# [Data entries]
^^^^^^^^

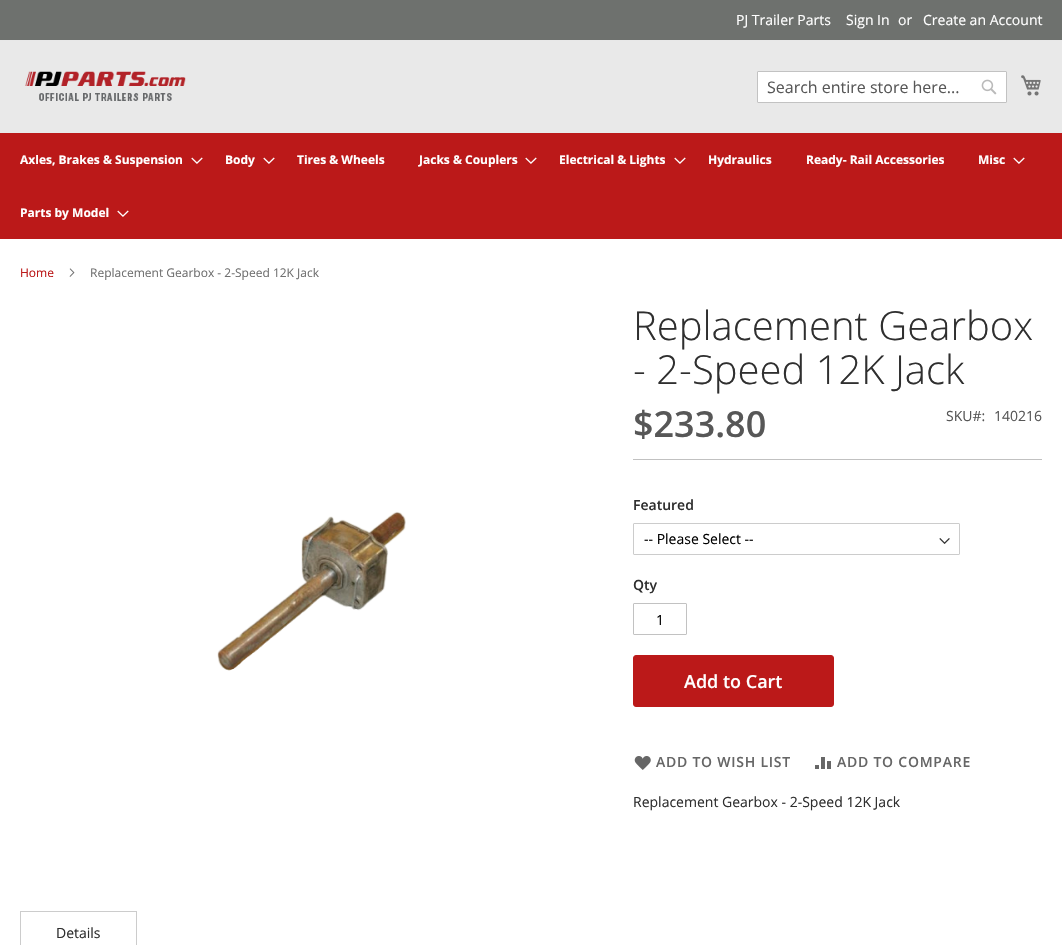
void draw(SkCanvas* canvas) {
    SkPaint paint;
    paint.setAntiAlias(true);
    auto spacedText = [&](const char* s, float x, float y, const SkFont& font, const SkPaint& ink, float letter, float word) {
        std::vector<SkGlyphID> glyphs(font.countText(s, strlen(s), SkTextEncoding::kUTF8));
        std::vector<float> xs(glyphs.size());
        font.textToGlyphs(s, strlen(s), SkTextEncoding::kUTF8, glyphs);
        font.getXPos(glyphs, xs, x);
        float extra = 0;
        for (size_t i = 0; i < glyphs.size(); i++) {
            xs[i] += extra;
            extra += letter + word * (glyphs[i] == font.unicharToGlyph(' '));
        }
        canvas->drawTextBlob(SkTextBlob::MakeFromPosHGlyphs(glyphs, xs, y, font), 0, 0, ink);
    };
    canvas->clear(0xFFFFFFFF);
    paint.setColor(0xFFE9E9E9);
    canvas->drawRect(SkRect::MakeXYWH(0, 41, 1062, 92), paint);
    paint.setColor(0xFF6E716E);
    canvas->drawRect(SkRect::MakeXYWH(0, 0, 1062, 40), paint);
    paint.setColor(0xFFE8E8E8);
    canvas->drawRect(SkRect::MakeXYWH(0, 40, 1062, 1), paint);
    SkFont font1(fontMgr->matchFamilyStyle("Open Sans", SkFontStyle::Normal()), 14);
    font1.setSubpixel(true);
    paint.setColor(0xFFFFFFFF);
    canvas->drawString("PJ Trailer Parts", 736, 25, font1, paint);
    canvas->drawString("Sign In", 846, 25, font1, paint);
    canvas->drawString("or", 898, 25, font1, paint);
    canvas->drawString("Create an Account", 923, 25, font1, paint);
    canvas->drawImageRect(SkImages::DeferredFromEncodedData(SkData::MakeFromFileName("img1.png")), SkRect::MakeXYWH(25, 71, 161, 30), SkSamplingOptions());
    canvas->drawRoundRect(SkRect::MakeXYWH(757.5f, 71.5f, 249, 31), 0.5f, 0.5f, paint);
    paint.setStyle(SkPaint::kStroke_Style);
    paint.setStrokeWidth(1);
    paint.setColor(0xFFC2C2C2);
    canvas->drawRoundRect(SkRect::MakeXYWH(757.5f, 71.5f, 249, 31), 0.5f, 0.5f, paint);
    SkFont font2(fontMgr->matchFamilyStyle("Open Sans", SkFontStyle::Normal()), 16);
    font2.setSubpixel(true);
    paint.setStyle(SkPaint::kFill_Style);
    paint.setColor(0xFF575757);
    canvas->drawString("Search entire store here...", 767, 93, font2, paint);
    canvas->drawImageRect(SkImages::DeferredFromEncodedData(SkData::MakeFromFileName("img2.png")), SkRect::MakeXYWH(981, 79, 16, 16), SkSamplingOptions());
    canvas->drawImageRect(SkImages::DeferredFromEncodedData(SkData::MakeFromFileName("img3.png")), SkRect::MakeXYWH(1021, 75, 20, 21), SkSamplingOptions());
    paint.setColor(0xFFBB1919);
    canvas->drawRect(SkRect::MakeXYWH(0, 133, 1062, 106), paint);
    SkFont font3(fontMgr->matchFamilyStyle("Open Sans", SkFontStyle::Bold()), 12);
    font3.setSubpixel(true);
    paint.setColor(0xFFFFFFFF);
    canvas->drawString("Axles, Brakes & Suspension", 20, 164, font3, paint);
    canvas->drawImageRect(SkImages::DeferredFromEncodedData(SkData::MakeFromFileName("img4.png")), SkRect::MakeXYWH(191, 157, 12, 7), SkSamplingOptions());
    canvas->drawString("Body", 225, 164, font3, paint);
    canvas->drawImageRect(SkImages::DeferredFromEncodedData(SkData::MakeFromFileName("img4.png")), SkRect::MakeXYWH(263, 157, 12, 7), SkSamplingOptions());
    canvas->drawString("Tires & Wheels", 297, 164, font3, paint);
    canvas->drawString("Jacks & Couplers", 419, 164, font3, paint);
    canvas->drawImageRect(SkImages::DeferredFromEncodedData(SkData::MakeFromFileName("img4.png")), SkRect::MakeXYWH(525, 157, 12, 7), SkSamplingOptions());
    canvas->drawString("Electrical & Lights", 559, 164, font3, paint);
    canvas->drawImageRect(SkImages::DeferredFromEncodedData(SkData::MakeFromFileName("img4.png")), SkRect::MakeXYWH(674, 157, 12, 7), SkSamplingOptions());
    canvas->drawString("Hydraulics", 708, 164, font3, paint);
    canvas->drawString("Ready- Rail Accessories", 806, 164, font3, paint);
    canvas->drawString("Misc", 978, 164, font3, paint);
    canvas->drawImageRect(SkImages::DeferredFromEncodedData(SkData::MakeFromFileName("img4.png")), SkRect::MakeXYWH(1013, 157, 12, 7), SkSamplingOptions());
    canvas->drawString("Parts by Model", 20, 217, font3, paint);
    canvas->drawImageRect(SkImages::DeferredFromEncodedData(SkData::MakeFromFileName("img4.png")), SkRect::MakeXYWH(117, 210, 12, 7), SkSamplingOptions());
    SkFont font4(fontMgr->matchFamilyStyle("Open Sans", SkFontStyle::Normal()), 12);
    font4.setSubpixel(true);
    paint.setColor(0xFFBB1919);
    canvas->drawString("Home", 20, 277, font4, paint);
    canvas->drawImageRect(SkImages::DeferredFromEncodedData(SkData::MakeFromFileName("img5.png")), SkRect::MakeXYWH(69, 268, 6, 9), SkSamplingOptions());
    paint.setColor(0xFF707070);
    canvas->drawString("Replacement Gearbox - 2-Speed 12K Jack", 90, 277, font4, paint);
    canvas->drawImageRect(SkImages::DeferredFromEncodedData(SkData::MakeFromFileName("img6.png")), SkRect::MakeXYWH(217, 511, 189, 160), SkSamplingOptions());
    SkFont font5(fontMgr->matchFamilyStyle("Open Sans", SkFontStyle(300, SkFontStyle::kNormal_Width, SkFontStyle::kUpright_Slant)), 40);
    font5.setSubpixel(true);
    paint.setColor(0xFF2F2F2F);
    canvas->drawString("Replacement Gearbox", 633, 340, font5, paint);
    canvas->drawString("- 2-Speed 12K Jack", 633, 384, font5, paint);
    paint.setColor(0xFFC1C1C1);
    canvas->drawRect(SkRect::MakeXYWH(633, 459, 409, 1), paint);
    SkFont font6(fontMgr->matchFamilyStyle("Open Sans", SkFontStyle(600, SkFontStyle::kNormal_Width, SkFontStyle::kUpright_Slant)), 36);
    font6.setSubpixel(true);
    paint.setColor(0xFF575757);
    canvas->drawString("$233.80", 633, 437, font6, paint);
    canvas->drawString("SKU#:", 946, 421, font1, paint);
    canvas->drawString("140216", 994, 421, font1, paint);
    SkFont font7(fontMgr->matchFamilyStyle("Open Sans", SkFontStyle(600, SkFontStyle::kNormal_Width, SkFontStyle::kUpright_Slant)), 14);
    font7.setSubpixel(true);
    paint.setColor(0xFF2F2F2F);
    canvas->drawString("Featured", 633, 510, font7, paint);
    canvas->drawImageRect(SkImages::DeferredFromEncodedData(SkData::MakeFromFileName("img7.png")), SkRect::MakeXYWH(939, 538, 11, 6), SkSamplingOptions());
    paint.setStyle(SkPaint::kStroke_Style);
    paint.setColor(0xFFCCCCCC);
    canvas->drawRoundRect(SkRect::MakeXYWH(633.5f, 523.5f, 326, 31), 0.5f, 0.5f, paint);
    paint.setStyle(SkPaint::kFill_Style);
    paint.setColor(0xFF000000);
    canvas->drawString("-- Please Select --", 644, 544, font1, paint);
    paint.setColor(0xFF2F2F2F);
    canvas->drawString("Qty", 633, 590, font7, paint);
    paint.setStyle(SkPaint::kStroke_Style);
    paint.setColor(0xFFC2C2C2);
    canvas->drawRoundRect(SkRect::MakeXYWH(633.5f, 603.5f, 53, 31), 0.5f, 0.5f, paint);
    paint.setStyle(SkPaint::kFill_Style);
    paint.setColor(0xFF000000);
    canvas->drawString("1", 656, 625, font1, paint);
    paint.setColor(0xFFBB1919);
    canvas->drawRoundRect(SkRect::MakeXYWH(633.5f, 655.5f, 200, 51), 2.5f, 2.5f, paint);
    paint.setStyle(SkPaint::kStroke_Style);
    canvas->drawRoundRect(SkRect::MakeXYWH(633.5f, 655.5f, 200, 51), 2.5f, 2.5f, paint);
    SkFont font8(fontMgr->matchFamilyStyle("Open Sans", SkFontStyle(600, SkFontStyle::kNormal_Width, SkFontStyle::kUpright_Slant)), 18);
    font8.setSubpixel(true);
    paint.setStyle(SkPaint::kFill_Style);
    paint.setColor(0xFFFFFFFF);
    canvas->drawString("Add to Cart", 684, 688, font8, paint);
    canvas->drawImageRect(SkImages::DeferredFromEncodedData(SkData::MakeFromFileName("img8.png")), SkRect::MakeXYWH(634, 756, 17, 14), SkSamplingOptions());
    paint.setColor(0xFF666666);
    spacedText("ADD TO WISH LIST", 656, 767, font7, paint, 0.75f, 0);
    canvas->drawImageRect(SkImages::DeferredFromEncodedData(SkData::MakeFromFileName("img9.png")), SkRect::MakeXYWH(815, 757, 16, 12), SkSamplingOptions());
    spacedText("ADD TO COMPARE", 837, 767, font7, paint, 0.75f, 0);
    paint.setColor(0xFF2F2F2F);
    canvas->drawString("Replacement Gearbox - 2-Speed 12K Jack", 633, 807, font1, paint);
    paint.setColor(0xFFCCCCCC);
    canvas->drawRect(SkRect::MakeXYWH(20, 911, 117, 1), paint);
    canvas->drawRect(SkRect::MakeXYWH(136, 911, 1, 34), paint);
    canvas->drawRect(SkRect::MakeXYWH(20, 911, 1, 34), paint);
    paint.setColor(0xFF2F2F2F);
    canvas->drawString("Details", 56, 938, font1, paint);
}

^^^^^^^^

# [Exercise directions]
Repeat, exactly as they stand above, the lines from the line with "font4.setSubpixel(true);" to the line with "189, 160), SkSamplingOptions());", both lines included.

# [Written reply]
    font4.setSubpixel(true);
    paint.setColor(0xFFBB1919);
    canvas->drawString("Home", 20, 277, font4, paint);
    canvas->drawImageRect(SkImages::DeferredFromEncodedData(SkData::MakeFromFileName("img5.png")), SkRect::MakeXYWH(69, 268, 6, 9), SkSamplingOptions());
    paint.setColor(0xFF707070);
    canvas->drawString("Replacement Gearbox - 2-Speed 12K Jack", 90, 277, font4, paint);
    canvas->drawImageRect(SkImages::DeferredFromEncodedData(SkData::MakeFromFileName("img6.png")), SkRect::MakeXYWH(217, 511, 189, 160), SkSamplingOptions());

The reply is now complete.